According to research in South Africa, Forex market scams are on the increase. The growth of Forex trading has opened the door to scams and dishonest practices by those who often prey on beginners. In this article our research team explains how to spot 7 Forex market scams and how to avoid them.
The foreign exchange (Forex) market is the largest financial market today, with an average daily trading volume of more than $ 5 trillion, including currency futures and options.
It is growing exponentially as more people are attracted to making profits trading Forex from home themselves.
Also, due to advances in technology with widespread access to fast internet connections and the automation of trading platforms the Forex market is completely accessible to the “normal” person and it is very quick and easy to access the Forex market “real time” all the time.
The Forex market can certainly be very profitable IF you know what you are doing.
Like in most things in life, however, to do well at Forex requires a strong foundation of knowledge and skill that can only come by study and experience.
It is imperative that you understand trading concepts and that you also have a grasp of risk management techniques. A good Forex trader is a careful and strategic trader.
Unfortunately, the exponential growth and rampant popularity of Forex trading has also opened the door to dishonest con men who prey on those that do not have the knowledge or is unwilling to do the research to avoid being scammed.
This is especially true with social media advertising which allows us all to be bombarded by target marketing.
So, while we all know that there are scammers and con men everywhere knowing how to spot a scam is often the difficult part.
It’s one thing to know that a real Prince isn’t at the end of an email asking you to please take his millions of dollars and quite another to be a victim in an already complex and confusing world of Forex trading.
But like all con games, Forex scams will often focus on pitching “too-good-to-be-true investment opportunities” as a way of convincing you to give up your hard-earned money.
If you are new to trading and lack the necessary Forex education and trading experience, scammers will try to exploit your optimism, and capitalize on your fears and your lack of Forex knowledge.
The more that you educate yourself on the Forex market the less of a target you will be.
This is not helped by the fact that the Forex market is not always very well regulated.
This is changing rapidly as governments are realizing the need to protect its people from being robbed, but scammers do have many ways to get around this if you aren’t careful.
Forex signal sellers are individuals who send out trade ideas to other traders.
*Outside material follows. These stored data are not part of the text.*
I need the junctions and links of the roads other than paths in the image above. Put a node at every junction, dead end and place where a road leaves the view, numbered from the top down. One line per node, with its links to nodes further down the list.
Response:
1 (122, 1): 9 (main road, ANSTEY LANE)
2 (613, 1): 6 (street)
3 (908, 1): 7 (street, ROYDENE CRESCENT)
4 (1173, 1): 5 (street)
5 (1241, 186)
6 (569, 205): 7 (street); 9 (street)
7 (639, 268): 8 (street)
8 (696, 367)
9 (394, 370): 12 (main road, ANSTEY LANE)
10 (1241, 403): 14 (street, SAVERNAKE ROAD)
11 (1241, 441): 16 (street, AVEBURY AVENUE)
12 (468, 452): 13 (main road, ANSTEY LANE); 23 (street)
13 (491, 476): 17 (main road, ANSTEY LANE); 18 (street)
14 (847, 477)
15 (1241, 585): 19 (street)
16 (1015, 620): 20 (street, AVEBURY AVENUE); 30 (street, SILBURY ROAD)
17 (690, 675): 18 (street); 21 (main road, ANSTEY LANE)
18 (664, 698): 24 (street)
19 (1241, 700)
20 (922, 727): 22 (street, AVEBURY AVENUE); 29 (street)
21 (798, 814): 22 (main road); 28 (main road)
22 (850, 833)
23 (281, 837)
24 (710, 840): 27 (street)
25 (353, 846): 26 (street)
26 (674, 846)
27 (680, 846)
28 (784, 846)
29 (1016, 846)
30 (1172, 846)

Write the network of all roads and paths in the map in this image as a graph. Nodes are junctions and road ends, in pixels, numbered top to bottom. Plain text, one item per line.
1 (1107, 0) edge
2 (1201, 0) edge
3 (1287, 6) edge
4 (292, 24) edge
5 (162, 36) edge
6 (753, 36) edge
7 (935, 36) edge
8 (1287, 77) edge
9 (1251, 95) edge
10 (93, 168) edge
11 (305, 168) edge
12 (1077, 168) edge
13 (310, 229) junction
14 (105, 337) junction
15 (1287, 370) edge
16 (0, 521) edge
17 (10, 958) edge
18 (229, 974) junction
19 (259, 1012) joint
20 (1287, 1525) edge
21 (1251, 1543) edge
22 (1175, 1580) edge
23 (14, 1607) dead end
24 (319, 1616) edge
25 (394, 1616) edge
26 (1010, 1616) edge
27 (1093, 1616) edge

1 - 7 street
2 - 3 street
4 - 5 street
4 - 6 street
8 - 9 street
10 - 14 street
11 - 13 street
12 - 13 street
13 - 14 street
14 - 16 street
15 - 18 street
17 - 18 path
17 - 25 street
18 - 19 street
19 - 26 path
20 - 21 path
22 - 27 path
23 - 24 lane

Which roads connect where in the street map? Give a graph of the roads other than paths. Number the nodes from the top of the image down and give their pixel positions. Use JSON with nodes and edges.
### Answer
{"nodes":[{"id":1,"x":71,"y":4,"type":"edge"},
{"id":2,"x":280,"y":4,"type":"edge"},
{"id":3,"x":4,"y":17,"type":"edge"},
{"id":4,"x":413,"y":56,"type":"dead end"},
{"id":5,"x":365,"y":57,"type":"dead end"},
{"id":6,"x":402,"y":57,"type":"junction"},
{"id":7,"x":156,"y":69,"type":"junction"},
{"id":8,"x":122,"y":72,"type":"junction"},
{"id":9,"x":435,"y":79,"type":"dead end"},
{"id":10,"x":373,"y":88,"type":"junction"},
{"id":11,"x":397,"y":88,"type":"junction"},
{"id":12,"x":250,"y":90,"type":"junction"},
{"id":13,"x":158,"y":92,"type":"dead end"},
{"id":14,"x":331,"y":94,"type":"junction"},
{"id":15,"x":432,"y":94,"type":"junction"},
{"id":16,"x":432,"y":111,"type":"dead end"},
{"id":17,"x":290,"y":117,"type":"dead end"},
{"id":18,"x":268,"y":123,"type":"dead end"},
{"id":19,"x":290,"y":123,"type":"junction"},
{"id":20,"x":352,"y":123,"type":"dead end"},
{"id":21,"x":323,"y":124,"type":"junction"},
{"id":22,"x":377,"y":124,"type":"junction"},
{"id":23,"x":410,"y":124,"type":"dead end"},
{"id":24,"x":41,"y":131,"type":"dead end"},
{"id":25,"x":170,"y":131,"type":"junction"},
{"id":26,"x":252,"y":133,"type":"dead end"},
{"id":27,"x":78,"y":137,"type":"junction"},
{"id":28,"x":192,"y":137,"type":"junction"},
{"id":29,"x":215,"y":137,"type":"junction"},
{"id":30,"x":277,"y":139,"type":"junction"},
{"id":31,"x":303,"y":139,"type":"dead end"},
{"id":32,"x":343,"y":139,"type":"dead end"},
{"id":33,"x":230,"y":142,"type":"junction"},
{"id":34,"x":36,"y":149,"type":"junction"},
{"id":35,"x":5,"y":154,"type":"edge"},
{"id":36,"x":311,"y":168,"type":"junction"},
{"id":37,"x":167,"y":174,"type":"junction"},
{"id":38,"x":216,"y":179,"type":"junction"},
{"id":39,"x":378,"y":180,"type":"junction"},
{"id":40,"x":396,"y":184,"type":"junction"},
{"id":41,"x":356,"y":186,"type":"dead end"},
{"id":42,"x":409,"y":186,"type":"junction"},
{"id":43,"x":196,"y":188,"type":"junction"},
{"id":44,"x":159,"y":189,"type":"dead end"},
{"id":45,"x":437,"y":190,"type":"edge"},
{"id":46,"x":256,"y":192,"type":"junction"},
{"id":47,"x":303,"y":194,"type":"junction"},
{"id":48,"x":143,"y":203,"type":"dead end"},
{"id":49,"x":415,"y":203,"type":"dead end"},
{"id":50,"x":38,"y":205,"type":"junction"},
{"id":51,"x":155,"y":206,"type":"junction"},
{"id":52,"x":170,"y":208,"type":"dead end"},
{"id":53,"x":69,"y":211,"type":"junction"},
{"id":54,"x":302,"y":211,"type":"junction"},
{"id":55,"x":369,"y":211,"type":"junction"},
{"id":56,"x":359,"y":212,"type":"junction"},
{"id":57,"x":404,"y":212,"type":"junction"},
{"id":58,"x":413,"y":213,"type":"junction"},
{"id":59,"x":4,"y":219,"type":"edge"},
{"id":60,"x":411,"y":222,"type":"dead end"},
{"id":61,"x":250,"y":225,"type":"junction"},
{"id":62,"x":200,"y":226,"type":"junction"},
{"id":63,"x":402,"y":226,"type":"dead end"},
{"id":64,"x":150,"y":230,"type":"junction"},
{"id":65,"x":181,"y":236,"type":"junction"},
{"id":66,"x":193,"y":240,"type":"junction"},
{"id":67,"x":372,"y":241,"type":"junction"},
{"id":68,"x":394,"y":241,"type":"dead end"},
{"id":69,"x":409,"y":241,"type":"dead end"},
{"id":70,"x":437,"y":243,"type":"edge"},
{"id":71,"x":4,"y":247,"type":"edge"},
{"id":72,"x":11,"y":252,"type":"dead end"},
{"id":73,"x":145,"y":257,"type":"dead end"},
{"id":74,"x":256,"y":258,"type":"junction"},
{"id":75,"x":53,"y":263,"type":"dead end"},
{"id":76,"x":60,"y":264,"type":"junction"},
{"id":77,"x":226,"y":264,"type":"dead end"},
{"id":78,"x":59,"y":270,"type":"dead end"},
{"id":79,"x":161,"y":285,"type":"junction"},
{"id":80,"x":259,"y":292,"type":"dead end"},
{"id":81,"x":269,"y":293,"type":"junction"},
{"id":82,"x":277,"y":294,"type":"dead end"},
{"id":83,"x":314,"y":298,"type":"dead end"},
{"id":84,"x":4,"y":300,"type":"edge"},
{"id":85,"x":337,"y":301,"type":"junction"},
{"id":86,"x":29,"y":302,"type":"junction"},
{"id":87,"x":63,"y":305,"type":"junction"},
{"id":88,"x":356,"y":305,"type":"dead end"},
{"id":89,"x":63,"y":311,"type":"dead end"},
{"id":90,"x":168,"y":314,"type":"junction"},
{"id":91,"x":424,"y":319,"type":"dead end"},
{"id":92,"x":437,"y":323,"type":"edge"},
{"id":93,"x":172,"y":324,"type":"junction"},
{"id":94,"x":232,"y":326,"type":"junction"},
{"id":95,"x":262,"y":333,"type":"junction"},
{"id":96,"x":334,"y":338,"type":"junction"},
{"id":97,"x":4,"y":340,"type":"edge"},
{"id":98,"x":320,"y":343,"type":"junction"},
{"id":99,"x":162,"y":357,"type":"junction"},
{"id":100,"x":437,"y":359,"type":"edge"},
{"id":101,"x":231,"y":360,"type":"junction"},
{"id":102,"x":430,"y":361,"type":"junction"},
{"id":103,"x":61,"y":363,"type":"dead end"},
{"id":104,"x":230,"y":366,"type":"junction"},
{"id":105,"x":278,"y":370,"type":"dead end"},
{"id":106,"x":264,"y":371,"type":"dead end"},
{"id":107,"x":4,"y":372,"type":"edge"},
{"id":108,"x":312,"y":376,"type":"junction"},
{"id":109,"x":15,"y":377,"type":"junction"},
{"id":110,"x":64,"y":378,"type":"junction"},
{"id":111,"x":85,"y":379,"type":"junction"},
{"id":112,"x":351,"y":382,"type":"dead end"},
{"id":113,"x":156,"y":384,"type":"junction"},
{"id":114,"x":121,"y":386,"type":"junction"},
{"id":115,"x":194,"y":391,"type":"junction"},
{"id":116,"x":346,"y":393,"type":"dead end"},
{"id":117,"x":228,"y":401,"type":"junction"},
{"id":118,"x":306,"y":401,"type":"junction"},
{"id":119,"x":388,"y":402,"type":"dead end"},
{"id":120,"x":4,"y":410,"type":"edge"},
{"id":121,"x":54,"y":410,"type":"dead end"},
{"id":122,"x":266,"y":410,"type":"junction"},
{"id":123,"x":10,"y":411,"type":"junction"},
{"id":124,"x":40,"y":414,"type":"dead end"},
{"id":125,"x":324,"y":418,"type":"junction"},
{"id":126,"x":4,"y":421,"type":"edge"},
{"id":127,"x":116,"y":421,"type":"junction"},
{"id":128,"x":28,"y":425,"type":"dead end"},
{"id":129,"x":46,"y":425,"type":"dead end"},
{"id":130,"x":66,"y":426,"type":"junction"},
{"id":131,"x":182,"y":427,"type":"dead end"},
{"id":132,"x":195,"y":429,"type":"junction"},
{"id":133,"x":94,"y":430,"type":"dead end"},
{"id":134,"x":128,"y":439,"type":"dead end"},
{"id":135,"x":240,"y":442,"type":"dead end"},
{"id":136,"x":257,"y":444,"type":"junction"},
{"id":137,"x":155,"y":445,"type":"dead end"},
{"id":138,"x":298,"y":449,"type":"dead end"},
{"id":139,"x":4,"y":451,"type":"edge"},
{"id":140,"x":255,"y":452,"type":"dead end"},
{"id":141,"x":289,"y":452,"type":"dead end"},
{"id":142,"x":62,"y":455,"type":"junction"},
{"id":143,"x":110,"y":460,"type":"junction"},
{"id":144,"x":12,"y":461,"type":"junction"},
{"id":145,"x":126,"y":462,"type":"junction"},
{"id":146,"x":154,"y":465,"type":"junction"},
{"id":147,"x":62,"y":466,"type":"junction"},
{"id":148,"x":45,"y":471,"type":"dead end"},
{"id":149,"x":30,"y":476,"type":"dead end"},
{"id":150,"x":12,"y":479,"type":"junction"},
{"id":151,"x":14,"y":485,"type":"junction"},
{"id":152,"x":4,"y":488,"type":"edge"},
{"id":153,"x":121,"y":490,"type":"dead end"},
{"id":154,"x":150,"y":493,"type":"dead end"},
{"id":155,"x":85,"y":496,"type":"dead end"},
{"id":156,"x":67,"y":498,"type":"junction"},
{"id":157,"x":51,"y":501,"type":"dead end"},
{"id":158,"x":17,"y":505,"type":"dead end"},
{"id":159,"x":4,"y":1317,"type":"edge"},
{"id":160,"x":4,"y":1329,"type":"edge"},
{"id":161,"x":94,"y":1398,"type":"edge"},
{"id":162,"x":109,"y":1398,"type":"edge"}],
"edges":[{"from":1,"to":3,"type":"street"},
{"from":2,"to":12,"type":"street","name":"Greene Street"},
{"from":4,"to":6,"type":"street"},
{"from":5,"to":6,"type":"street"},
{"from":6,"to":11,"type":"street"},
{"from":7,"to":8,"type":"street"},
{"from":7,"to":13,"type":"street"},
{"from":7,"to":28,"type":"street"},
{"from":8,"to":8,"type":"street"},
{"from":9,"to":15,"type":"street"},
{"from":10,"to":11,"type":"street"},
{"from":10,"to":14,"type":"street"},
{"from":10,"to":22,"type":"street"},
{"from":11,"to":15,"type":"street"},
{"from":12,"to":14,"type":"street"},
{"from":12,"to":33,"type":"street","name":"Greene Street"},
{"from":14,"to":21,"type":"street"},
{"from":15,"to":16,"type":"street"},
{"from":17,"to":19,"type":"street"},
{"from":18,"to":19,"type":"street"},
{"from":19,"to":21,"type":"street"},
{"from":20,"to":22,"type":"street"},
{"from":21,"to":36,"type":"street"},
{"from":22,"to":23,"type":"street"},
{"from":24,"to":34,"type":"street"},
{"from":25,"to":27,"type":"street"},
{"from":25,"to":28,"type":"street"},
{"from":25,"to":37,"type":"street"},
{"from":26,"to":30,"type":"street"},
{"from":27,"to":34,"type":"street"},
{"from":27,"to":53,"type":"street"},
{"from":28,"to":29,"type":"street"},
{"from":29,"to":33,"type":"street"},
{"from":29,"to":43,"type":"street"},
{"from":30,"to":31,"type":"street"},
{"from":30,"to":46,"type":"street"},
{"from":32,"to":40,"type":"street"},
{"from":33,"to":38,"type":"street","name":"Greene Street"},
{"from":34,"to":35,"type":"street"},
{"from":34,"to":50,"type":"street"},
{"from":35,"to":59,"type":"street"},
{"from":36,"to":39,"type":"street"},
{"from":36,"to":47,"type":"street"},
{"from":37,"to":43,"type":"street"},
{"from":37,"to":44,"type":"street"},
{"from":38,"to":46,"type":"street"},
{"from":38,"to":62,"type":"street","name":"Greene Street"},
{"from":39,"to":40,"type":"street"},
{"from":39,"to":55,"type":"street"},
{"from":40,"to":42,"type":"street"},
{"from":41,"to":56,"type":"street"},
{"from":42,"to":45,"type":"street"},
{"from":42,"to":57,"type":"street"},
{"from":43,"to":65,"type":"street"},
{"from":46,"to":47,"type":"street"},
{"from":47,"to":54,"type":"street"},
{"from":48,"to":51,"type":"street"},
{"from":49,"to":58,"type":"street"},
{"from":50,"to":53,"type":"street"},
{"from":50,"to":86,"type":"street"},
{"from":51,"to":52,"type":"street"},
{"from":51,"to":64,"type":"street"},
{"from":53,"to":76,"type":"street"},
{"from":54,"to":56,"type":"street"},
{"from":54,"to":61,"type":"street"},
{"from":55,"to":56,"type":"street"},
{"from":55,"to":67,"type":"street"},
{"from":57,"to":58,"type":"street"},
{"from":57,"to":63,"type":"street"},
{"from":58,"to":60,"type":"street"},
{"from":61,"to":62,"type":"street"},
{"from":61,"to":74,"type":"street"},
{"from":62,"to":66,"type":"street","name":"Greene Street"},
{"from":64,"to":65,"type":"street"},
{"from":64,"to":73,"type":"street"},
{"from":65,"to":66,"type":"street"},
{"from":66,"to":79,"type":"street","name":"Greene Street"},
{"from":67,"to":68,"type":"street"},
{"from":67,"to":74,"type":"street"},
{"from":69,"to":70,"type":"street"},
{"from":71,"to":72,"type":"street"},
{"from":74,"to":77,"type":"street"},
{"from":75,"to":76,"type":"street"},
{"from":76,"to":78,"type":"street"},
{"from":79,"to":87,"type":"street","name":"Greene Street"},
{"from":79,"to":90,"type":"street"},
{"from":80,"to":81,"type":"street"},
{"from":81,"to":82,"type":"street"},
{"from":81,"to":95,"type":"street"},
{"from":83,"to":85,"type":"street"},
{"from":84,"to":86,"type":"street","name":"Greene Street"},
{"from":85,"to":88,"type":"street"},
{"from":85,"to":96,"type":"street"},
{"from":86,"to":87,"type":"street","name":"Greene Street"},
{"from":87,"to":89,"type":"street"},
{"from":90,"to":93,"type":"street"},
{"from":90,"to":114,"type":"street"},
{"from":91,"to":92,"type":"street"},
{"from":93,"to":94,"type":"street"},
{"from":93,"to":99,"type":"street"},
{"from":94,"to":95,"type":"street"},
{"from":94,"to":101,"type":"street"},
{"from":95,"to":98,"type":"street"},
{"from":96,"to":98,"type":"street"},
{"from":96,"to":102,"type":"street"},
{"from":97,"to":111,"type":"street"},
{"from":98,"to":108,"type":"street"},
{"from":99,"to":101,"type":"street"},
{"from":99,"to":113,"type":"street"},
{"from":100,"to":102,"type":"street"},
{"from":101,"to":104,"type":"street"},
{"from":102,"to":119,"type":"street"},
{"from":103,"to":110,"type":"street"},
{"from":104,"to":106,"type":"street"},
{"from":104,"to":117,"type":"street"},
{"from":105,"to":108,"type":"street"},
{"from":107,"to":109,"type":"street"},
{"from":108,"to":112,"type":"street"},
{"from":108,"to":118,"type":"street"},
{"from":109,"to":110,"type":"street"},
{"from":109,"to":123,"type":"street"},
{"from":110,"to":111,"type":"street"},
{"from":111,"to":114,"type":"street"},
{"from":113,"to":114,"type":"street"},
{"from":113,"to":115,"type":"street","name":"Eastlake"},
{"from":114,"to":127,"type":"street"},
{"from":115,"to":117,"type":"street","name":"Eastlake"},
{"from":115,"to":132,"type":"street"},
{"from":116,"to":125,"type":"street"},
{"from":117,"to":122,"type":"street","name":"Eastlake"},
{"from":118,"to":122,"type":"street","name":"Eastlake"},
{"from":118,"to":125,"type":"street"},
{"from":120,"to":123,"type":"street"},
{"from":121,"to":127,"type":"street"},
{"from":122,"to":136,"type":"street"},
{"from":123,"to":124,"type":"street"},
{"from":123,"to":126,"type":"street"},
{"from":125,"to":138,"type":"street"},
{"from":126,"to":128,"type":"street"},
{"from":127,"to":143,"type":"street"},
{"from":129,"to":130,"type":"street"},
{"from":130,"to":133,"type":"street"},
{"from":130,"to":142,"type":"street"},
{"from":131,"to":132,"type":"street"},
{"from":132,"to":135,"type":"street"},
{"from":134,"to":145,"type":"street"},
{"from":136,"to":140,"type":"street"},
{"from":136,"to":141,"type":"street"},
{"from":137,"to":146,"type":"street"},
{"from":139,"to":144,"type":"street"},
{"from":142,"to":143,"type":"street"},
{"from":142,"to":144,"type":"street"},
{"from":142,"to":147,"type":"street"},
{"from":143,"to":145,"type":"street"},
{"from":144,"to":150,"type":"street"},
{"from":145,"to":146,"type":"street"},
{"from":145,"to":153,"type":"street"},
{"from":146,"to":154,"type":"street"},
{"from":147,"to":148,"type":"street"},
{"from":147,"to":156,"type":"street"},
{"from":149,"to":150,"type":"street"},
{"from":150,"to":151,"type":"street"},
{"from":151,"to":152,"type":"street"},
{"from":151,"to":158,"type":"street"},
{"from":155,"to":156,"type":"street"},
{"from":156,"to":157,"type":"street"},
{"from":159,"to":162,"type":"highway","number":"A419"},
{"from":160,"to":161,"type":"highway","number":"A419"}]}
This usually includes a currency pair, direction, entry price, stop loss and target levels to trade.
A signal seller offers a system that claims it can identify, more systematically then other traders, times for buying or selling a currency pair. The system offered can be manual or automated.
Some systems rely on technical analysis, others rely on breaking news, and many employ some combination of the two, but they all claim to have better information to predict the next moves in the market and provide information that will lead to great trades.
How do scammers make money off you?
They will usually charge some sort of subscription fee that can be weekly or monthly. Or they may suck you in with free info and then charge fees for other information.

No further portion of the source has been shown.